TBR: Inside the List

A little gem in the NYTBR is Dwight Garner s consistently amusing Inside the List, where perched from his high horse he mocks the shit that makes it onto the Best Seller list. This week, apparently, Garner did nothing but watch Oprah. In writing about Michael F. Roizen and Mehmet C. Oz s new book You: The Owner s Manual, he quotes Oprah, who had the authors on her show. Health is it, baby, Oprah said, Health is everything. Health beats shoes. Then Garner goes on to tackle memoirs by Brooke Shields and Goldie Hawn, which are at number three and six, respectively. Of Shields post-partem depression tome, Oprah said, I know exactly how your uterus is. And Oprah, we know exactly how yours isn't.

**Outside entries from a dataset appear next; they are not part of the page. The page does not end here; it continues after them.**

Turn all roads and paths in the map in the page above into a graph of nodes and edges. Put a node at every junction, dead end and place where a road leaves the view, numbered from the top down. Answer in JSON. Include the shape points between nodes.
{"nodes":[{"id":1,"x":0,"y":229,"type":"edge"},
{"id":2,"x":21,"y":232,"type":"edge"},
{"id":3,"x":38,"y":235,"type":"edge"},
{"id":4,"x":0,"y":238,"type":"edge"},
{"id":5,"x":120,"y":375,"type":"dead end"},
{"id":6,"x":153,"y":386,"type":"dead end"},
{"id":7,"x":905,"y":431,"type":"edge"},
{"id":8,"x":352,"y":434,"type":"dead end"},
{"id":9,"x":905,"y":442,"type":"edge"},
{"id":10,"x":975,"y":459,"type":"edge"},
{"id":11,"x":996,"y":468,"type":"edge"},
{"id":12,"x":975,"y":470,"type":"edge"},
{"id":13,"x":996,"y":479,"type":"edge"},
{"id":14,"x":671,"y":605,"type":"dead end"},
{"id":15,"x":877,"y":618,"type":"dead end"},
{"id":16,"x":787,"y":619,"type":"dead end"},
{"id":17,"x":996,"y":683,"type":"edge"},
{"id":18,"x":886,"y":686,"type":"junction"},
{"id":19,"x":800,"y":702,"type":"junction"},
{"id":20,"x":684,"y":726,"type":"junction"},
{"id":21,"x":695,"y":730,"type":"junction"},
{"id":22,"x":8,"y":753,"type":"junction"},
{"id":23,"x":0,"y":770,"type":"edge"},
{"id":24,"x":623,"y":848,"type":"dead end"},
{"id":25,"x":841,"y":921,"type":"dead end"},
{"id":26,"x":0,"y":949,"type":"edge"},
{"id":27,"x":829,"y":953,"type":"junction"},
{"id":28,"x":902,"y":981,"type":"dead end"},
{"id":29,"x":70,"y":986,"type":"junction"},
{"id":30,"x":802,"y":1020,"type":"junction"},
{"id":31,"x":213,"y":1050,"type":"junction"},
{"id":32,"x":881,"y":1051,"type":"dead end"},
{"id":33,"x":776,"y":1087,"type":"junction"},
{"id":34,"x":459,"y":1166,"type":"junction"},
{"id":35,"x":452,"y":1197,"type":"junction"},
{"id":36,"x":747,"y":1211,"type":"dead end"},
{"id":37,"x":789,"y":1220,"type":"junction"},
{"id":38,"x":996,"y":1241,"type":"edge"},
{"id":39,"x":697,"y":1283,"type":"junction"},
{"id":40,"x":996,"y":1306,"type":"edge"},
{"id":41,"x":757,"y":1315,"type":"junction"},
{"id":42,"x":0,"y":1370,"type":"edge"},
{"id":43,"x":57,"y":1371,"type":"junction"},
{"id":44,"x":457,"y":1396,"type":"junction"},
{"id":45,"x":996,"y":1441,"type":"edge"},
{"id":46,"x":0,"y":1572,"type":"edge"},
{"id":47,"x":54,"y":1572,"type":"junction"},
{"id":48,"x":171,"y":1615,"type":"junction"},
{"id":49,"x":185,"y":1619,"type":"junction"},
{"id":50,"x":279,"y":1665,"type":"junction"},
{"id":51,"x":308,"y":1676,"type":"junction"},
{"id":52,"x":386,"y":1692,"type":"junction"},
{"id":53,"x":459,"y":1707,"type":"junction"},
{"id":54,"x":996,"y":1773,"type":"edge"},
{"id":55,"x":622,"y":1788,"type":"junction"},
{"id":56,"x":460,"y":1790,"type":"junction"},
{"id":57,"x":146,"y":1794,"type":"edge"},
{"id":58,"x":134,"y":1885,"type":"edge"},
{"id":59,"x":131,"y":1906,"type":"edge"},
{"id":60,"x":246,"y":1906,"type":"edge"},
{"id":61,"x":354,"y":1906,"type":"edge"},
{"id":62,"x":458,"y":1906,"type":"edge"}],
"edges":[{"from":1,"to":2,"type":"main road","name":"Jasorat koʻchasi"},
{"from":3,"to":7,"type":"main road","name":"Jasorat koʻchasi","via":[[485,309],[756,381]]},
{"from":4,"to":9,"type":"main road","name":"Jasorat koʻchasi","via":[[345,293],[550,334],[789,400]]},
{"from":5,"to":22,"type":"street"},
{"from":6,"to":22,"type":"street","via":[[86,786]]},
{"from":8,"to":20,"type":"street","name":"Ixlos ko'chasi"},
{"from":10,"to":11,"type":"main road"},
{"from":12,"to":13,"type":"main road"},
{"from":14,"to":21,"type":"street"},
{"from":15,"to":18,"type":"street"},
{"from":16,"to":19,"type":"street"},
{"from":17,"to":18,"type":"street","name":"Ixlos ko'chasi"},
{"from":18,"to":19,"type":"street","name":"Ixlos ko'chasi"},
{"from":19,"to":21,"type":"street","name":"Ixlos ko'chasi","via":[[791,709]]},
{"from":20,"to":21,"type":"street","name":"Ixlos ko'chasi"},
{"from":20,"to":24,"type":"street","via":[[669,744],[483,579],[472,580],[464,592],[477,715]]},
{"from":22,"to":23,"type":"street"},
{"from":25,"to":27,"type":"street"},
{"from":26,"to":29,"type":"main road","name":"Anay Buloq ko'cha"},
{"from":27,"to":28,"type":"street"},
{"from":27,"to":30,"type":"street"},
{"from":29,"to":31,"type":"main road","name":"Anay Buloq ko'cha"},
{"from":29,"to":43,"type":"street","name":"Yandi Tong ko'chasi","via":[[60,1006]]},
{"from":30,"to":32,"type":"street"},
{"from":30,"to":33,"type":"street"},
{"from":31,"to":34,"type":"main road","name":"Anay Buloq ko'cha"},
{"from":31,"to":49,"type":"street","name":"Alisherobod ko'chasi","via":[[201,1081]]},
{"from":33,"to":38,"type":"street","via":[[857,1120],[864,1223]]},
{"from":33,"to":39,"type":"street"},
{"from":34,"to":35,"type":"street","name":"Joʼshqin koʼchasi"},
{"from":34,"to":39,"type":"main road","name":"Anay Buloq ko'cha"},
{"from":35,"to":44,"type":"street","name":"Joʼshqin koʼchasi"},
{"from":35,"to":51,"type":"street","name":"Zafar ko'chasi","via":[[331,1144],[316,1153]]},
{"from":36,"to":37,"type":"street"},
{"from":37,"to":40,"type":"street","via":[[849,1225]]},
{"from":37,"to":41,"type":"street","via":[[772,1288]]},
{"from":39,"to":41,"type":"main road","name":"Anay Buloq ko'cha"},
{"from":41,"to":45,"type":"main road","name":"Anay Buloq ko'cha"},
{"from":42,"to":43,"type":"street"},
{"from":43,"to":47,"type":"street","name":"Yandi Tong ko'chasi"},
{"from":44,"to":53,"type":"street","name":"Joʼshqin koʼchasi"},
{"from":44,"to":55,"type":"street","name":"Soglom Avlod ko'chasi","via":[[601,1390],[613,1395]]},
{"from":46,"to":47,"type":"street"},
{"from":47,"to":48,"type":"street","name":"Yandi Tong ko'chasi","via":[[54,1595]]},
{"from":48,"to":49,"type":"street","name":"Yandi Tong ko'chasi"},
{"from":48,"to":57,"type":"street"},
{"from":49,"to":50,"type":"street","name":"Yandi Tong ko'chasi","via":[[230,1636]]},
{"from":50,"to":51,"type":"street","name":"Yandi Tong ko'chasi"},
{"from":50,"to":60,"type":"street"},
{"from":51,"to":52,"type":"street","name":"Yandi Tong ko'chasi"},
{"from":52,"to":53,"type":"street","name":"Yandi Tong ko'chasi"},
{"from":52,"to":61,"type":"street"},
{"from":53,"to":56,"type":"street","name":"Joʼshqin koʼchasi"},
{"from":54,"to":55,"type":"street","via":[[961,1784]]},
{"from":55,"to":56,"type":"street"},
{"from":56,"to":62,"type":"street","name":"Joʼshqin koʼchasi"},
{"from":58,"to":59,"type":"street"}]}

Everything Bad is Good for You
By Steven Johnson
Reviewed by Walter Kirn

After pulverizing JS4 s "Extremely Loud and Incredibly Close," Mr. Kill-Joy himself, Walter Kirn, is back to gently poo-poo the hyped-up Everything Bad is Good for You: How Today s Popular Culture is Actually Making Us Smarter by Steven Johnson. He admits that it is an elegant polemic, but argues that there is little worth in compulsively watching shows like the Apprentice: "I m not sure why such a regimen is good for people except in the sense that it isn t actually harmful. As elsewhere in the book, Johnson s contrarian contempt for the knee-jerk vilification of pop culture seems to push him further than may be warranted in defending and elevating artifacts that are neither here nor there. Hm. Fair. However, here is an IM conversation we had earlier this afternoon:

InternaLexus69: Dude, did you see Trey s face after Marissa shoots him?
Lexi's_roommate_1: Yeah, it s like he respects her for having the guts to pull the trigger.
InternaLexus69: She s getting all Lacanian expressing her unconscious desire to destroy Trey after he assaults her, subjugating her self to her unconscious, to a violent urge that is backed by no culturally set meaning.
Lexi's_roommate_1: Totally. Notice that Marissa only has the determination to kill Trey after leaving her mother and father (who are about to get back together) and subtly reconciling with Juju. Marissa s finally separated herself from her mother s identity, forged her own identity and entered into civilized adulthood, which is in itself a violent, unstructured place. Her first act is to kill her sexual oppressor and save her sexual desire, Trey and Ryan respectively. Not only is she exerting her power as an individual, but she s also allowing that unconscious will to enter into play, thereby expressing her deep sexual drives and desires.
InternaLexus69: Fo' realz.

Now, if that is not the IM conversation of two people getting smarter, well, then I don t know what is.